Applicants measured circulating iFABP in 102 infants undergoing CHD surgery to determine the association of early enterocyte injury with subsequent NEC. Approximately 25% of the cohort developed NEC. Subjects who later developed postoperative NEC demonstrated higher iFABP levels at both 6 and 24 hrs after surgery (FIG. 4). Six hour iFABP levels were independently associated with subsequent NEC on multivariable analysis (4% increase in odds of NEC per unit increase in iFABP; p=0.0015). Next, a pilot study was performed using the OLINK 1536 proteomics panel to determine changes in the circulating proteins at the time of clinical postoperative NEC, including targeted analysis of iFABP (FIG. 1A, 1B, and 1C). IFABP levels were significantly higher on NEC day I than in subjects who did not develop NEC (FIG. 1A) with levels decreasing by NEC day 5 except in one subject who did not recover and died 9 days after the NEC episode. Proteomic analysis identified 246 proteins that were significantly dysregulated (FIG. 5B: 229 upregulated, 17 downregulated); small intestine and colon were the most common tissues of origin (p<1.6×10−6). Protein-protein interaction analysis demonstrated three predominant protein clusters (FIG. 1C) centered around: 1) innate immune response/cytokine production (FDR=8.76×10−20), 2) maintenance of gastrointestinal epithelium (FDR=0.002), and 3) angiogenesis and endothelial migration (FDR=0.00042).

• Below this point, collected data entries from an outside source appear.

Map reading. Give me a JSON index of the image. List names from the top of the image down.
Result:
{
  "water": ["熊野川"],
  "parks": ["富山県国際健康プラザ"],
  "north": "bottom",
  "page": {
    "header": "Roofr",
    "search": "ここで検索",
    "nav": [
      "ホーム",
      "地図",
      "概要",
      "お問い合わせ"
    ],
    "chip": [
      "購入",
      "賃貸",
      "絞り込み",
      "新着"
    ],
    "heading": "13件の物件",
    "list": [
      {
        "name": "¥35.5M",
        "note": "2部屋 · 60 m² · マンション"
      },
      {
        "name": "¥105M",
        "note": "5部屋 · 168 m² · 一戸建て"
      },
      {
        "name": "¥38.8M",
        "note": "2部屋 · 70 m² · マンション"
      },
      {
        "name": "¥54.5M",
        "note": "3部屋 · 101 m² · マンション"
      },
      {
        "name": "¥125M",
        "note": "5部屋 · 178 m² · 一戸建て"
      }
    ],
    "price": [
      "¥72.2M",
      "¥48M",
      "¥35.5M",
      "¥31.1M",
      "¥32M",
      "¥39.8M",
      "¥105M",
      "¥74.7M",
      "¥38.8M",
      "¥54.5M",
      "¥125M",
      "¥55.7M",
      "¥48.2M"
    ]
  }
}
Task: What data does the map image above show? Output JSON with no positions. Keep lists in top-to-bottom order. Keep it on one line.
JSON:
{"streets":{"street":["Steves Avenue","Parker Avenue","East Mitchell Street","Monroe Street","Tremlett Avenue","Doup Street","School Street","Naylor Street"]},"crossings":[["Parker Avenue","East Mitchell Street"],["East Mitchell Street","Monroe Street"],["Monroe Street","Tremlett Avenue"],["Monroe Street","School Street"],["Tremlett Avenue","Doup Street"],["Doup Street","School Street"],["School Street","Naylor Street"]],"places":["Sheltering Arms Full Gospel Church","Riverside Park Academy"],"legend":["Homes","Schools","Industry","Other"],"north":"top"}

The disclosed experiments are able to validate iFABP and identify novel protein biomarkers of postop NEC to promote and support (1) early diagnosis, for example by allowing initiation of therapy prior to clinical deterioration, (2) accurate diagnosis through the limiting of enteral nutrition interruptions and unnecessary antibiotic exposure, and (3) mor accurate therapies through identification of distinct molecular phenotypes of NEC versus allergic colitis allowing early transition to hypoallergenic formula when indicated. Additionally, the disclosed experiment have longer term impacts, for example (1) the identification of the proteomic pathways most significantly altered during NEC to elucidate candidate mechanisms of injury/recovery and identify novel molecular targets for prevention and treatment of NEC after CHD surgery, (2) the development of precision medicine strategies to limit acute morbidity and length of hospitalization as well as chronic nutritional and growth effects caused by CHD-related NEC.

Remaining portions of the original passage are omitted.